## Exercise goal
The line containing "Please list the" marks the end; copy exactly all lines from the start of the material up to and including it.

## Records provided
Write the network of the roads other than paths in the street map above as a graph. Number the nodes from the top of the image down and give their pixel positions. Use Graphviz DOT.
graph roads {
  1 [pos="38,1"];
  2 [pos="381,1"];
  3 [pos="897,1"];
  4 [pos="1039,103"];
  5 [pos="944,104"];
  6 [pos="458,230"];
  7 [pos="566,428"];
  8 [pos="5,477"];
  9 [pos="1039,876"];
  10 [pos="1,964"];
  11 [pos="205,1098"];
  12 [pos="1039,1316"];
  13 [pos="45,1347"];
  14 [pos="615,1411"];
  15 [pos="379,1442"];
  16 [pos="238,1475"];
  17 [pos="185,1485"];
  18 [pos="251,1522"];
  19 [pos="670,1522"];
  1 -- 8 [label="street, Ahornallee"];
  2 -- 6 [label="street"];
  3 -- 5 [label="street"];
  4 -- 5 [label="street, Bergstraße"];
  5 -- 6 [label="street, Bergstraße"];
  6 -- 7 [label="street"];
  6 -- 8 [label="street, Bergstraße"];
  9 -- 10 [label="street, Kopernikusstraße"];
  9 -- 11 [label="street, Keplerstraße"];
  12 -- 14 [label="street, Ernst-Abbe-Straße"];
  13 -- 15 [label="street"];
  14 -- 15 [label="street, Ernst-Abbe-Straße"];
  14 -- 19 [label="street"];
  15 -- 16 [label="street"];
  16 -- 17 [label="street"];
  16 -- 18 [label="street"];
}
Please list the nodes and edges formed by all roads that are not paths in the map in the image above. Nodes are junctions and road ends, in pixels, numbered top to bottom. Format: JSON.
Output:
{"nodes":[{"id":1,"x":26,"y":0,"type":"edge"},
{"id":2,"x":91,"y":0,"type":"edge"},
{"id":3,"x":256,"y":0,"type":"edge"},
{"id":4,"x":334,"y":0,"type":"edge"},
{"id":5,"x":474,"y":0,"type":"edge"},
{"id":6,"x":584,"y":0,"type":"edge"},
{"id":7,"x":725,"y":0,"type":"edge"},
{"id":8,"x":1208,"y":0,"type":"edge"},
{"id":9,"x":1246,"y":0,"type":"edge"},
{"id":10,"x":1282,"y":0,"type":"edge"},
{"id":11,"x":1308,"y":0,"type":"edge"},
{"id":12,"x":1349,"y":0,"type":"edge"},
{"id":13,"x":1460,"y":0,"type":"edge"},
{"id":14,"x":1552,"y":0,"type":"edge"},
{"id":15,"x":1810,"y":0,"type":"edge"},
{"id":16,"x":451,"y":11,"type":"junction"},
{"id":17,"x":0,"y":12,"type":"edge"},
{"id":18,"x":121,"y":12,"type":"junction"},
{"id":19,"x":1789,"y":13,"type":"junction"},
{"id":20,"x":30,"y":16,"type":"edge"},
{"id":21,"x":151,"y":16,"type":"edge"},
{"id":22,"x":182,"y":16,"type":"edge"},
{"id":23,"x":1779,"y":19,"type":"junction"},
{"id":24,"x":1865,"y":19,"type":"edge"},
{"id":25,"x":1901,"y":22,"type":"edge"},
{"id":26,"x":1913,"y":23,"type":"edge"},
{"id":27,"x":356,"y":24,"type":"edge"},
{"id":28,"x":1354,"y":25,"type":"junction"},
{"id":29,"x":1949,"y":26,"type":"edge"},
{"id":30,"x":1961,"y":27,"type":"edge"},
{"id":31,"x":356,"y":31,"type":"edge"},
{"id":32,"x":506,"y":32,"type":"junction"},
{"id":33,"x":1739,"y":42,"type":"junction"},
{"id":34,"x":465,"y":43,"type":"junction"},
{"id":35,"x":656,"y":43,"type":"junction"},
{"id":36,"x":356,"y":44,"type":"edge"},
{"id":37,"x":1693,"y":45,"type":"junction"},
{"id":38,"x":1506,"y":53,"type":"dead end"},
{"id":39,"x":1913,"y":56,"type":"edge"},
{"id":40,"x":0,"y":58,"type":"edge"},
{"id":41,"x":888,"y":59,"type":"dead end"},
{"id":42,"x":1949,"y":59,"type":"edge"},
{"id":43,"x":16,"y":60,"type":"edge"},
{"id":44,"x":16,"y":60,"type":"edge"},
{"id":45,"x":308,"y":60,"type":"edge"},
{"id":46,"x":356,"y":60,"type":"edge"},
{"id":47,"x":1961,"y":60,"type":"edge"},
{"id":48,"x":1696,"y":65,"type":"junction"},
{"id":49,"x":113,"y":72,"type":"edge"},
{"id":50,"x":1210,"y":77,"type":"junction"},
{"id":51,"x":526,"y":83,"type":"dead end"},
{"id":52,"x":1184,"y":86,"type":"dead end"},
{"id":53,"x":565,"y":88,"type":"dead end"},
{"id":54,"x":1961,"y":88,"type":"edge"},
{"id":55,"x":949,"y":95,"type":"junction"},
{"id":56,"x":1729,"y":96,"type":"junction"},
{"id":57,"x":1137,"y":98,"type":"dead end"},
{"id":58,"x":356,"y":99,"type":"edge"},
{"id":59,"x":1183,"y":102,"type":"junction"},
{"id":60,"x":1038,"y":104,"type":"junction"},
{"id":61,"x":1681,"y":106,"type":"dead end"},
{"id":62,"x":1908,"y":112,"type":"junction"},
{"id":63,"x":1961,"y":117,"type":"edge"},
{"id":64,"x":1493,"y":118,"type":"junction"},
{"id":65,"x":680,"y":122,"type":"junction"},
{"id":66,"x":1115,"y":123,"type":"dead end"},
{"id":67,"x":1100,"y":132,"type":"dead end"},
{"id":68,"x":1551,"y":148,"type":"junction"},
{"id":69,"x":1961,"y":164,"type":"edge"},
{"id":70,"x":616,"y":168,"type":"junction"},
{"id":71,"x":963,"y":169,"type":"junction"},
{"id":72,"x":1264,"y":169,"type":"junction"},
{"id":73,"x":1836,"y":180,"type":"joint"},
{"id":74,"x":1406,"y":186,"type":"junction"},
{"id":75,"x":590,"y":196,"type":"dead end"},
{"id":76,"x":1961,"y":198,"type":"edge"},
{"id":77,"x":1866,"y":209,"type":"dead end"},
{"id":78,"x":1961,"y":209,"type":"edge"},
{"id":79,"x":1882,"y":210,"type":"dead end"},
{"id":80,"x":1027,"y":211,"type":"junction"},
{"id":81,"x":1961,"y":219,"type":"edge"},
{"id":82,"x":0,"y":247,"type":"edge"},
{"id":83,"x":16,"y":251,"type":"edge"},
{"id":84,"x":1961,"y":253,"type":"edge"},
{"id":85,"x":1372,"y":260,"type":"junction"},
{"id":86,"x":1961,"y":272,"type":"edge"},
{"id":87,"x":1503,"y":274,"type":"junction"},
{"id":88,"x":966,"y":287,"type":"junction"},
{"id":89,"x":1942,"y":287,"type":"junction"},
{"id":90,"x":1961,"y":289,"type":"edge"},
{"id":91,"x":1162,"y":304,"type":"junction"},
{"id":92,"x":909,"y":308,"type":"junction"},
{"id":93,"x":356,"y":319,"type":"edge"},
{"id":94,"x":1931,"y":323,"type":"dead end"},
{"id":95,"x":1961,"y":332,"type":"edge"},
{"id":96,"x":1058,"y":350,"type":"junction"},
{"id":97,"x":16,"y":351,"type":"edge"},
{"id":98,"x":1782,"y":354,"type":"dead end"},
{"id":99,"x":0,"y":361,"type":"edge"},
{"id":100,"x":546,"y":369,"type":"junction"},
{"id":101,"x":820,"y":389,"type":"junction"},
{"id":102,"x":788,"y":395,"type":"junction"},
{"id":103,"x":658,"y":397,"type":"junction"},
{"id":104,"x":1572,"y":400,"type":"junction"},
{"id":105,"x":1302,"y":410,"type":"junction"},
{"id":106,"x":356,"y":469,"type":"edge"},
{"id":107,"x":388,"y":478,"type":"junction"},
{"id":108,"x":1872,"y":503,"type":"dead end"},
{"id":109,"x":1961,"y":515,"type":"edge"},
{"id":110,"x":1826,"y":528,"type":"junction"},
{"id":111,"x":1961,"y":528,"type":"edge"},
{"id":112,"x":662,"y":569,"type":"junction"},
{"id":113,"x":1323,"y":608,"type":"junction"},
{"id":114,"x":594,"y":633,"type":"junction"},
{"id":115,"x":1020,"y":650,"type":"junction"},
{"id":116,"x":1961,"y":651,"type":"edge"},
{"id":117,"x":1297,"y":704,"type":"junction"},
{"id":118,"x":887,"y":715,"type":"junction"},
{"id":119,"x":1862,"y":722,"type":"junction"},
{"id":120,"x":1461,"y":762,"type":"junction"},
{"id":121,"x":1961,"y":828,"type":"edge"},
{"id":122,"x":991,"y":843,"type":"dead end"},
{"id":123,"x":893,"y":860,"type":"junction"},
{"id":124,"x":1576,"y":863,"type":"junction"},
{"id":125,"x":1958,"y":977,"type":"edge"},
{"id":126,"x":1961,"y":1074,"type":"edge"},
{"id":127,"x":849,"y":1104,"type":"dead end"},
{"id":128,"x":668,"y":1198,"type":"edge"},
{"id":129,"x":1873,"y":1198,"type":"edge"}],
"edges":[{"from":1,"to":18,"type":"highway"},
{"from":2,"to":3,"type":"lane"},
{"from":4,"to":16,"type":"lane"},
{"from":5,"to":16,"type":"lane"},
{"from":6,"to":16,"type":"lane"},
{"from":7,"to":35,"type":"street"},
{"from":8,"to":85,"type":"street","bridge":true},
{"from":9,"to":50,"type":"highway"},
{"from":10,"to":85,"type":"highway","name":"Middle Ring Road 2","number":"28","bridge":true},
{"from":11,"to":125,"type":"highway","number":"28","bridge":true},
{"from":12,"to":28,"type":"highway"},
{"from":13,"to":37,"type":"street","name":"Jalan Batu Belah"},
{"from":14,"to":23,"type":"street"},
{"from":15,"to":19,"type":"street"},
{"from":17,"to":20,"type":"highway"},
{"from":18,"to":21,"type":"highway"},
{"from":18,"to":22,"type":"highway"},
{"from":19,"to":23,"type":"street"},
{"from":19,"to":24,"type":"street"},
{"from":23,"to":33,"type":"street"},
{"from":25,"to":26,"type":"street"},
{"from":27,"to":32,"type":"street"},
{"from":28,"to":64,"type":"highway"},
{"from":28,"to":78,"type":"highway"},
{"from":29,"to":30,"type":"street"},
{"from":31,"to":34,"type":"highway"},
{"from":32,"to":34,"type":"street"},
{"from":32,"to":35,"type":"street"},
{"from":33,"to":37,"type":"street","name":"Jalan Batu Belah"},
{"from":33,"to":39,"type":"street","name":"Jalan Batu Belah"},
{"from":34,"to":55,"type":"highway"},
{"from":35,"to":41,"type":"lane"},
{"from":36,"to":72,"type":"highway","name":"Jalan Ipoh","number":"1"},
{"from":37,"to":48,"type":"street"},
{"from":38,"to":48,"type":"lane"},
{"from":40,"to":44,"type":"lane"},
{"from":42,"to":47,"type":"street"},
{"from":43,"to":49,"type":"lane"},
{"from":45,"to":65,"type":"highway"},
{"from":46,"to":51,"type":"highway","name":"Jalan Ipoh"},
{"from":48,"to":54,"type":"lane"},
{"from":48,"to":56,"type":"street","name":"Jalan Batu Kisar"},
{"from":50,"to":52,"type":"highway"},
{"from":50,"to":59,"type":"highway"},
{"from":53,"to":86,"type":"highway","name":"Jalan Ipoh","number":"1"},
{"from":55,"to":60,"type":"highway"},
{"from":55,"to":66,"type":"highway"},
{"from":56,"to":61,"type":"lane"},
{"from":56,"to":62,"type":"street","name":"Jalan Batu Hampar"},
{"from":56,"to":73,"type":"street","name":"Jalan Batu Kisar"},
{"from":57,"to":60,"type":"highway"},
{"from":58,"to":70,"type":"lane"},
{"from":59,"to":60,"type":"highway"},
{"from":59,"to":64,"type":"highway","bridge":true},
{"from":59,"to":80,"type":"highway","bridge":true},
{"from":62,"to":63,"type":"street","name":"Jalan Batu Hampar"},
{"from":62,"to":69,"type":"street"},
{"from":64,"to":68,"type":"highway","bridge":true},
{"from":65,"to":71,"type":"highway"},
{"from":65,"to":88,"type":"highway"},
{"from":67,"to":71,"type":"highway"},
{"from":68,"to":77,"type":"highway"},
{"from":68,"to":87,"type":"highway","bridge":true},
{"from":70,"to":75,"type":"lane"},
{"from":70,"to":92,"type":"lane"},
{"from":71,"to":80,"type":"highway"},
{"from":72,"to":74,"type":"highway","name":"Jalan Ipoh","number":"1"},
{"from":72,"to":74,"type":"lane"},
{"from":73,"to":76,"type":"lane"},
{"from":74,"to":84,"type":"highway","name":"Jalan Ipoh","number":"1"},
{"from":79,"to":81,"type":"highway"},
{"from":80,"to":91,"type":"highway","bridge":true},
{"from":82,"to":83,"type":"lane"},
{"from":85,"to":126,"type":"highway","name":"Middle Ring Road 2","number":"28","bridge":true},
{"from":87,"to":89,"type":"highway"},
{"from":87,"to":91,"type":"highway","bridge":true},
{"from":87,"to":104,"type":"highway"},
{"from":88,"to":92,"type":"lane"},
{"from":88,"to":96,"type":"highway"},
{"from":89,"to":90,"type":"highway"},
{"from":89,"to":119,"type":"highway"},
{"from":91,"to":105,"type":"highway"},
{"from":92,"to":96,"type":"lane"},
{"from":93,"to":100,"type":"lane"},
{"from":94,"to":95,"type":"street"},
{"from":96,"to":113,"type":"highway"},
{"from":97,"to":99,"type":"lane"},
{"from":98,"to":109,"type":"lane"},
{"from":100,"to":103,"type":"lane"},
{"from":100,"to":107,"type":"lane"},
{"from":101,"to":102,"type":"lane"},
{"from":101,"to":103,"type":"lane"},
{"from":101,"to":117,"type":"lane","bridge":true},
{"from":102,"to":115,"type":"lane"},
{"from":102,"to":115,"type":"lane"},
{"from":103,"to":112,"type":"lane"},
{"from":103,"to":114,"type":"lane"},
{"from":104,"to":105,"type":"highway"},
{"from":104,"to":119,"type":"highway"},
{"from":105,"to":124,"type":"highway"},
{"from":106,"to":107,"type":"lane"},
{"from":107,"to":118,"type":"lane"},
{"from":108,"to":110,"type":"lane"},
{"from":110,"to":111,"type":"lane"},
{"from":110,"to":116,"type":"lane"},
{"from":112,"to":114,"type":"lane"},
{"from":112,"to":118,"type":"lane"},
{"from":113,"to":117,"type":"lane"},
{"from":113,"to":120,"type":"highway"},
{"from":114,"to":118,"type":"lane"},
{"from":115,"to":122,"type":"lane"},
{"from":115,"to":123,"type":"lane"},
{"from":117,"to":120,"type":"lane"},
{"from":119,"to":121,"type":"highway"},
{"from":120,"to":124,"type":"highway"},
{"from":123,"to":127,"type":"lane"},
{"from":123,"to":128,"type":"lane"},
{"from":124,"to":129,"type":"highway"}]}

## Solution to this problem
Write the network of the roads other than paths in the street map above as a graph. Number the nodes from the top of the image down and give their pixel positions. Use Graphviz DOT.
graph roads {
  1 [pos="38,1"];
  2 [pos="381,1"];
  3 [pos="897,1"];
  4 [pos="1039,103"];
  5 [pos="944,104"];
  6 [pos="458,230"];
  7 [pos="566,428"];
  8 [pos="5,477"];
  9 [pos="1039,876"];
  10 [pos="1,964"];
  11 [pos="205,1098"];
  12 [pos="1039,1316"];
  13 [pos="45,1347"];
  14 [pos="615,1411"];
  15 [pos="379,1442"];
  16 [pos="238,1475"];
  17 [pos="185,1485"];
  18 [pos="251,1522"];
  19 [pos="670,1522"];
  1 -- 8 [label="street, Ahornallee"];
  2 -- 6 [label="street"];
  3 -- 5 [label="street"];
  4 -- 5 [label="street, Bergstraße"];
  5 -- 6 [label="street, Bergstraße"];
  6 -- 7 [label="street"];
  6 -- 8 [label="street, Bergstraße"];
  9 -- 10 [label="street, Kopernikusstraße"];
  9 -- 11 [label="street, Keplerstraße"];
  12 -- 14 [label="street, Ernst-Abbe-Straße"];
  13 -- 15 [label="street"];
  14 -- 15 [label="street, Ernst-Abbe-Straße"];
  14 -- 19 [label="street"];
  15 -- 16 [label="street"];
  16 -- 17 [label="street"];
  16 -- 18 [label="street"];
}
Please list the nodes and edges formed by all roads that are not paths in the map in the image above. Nodes are junctions and road ends, in pixels, numbered top to bottom. Format: JSON.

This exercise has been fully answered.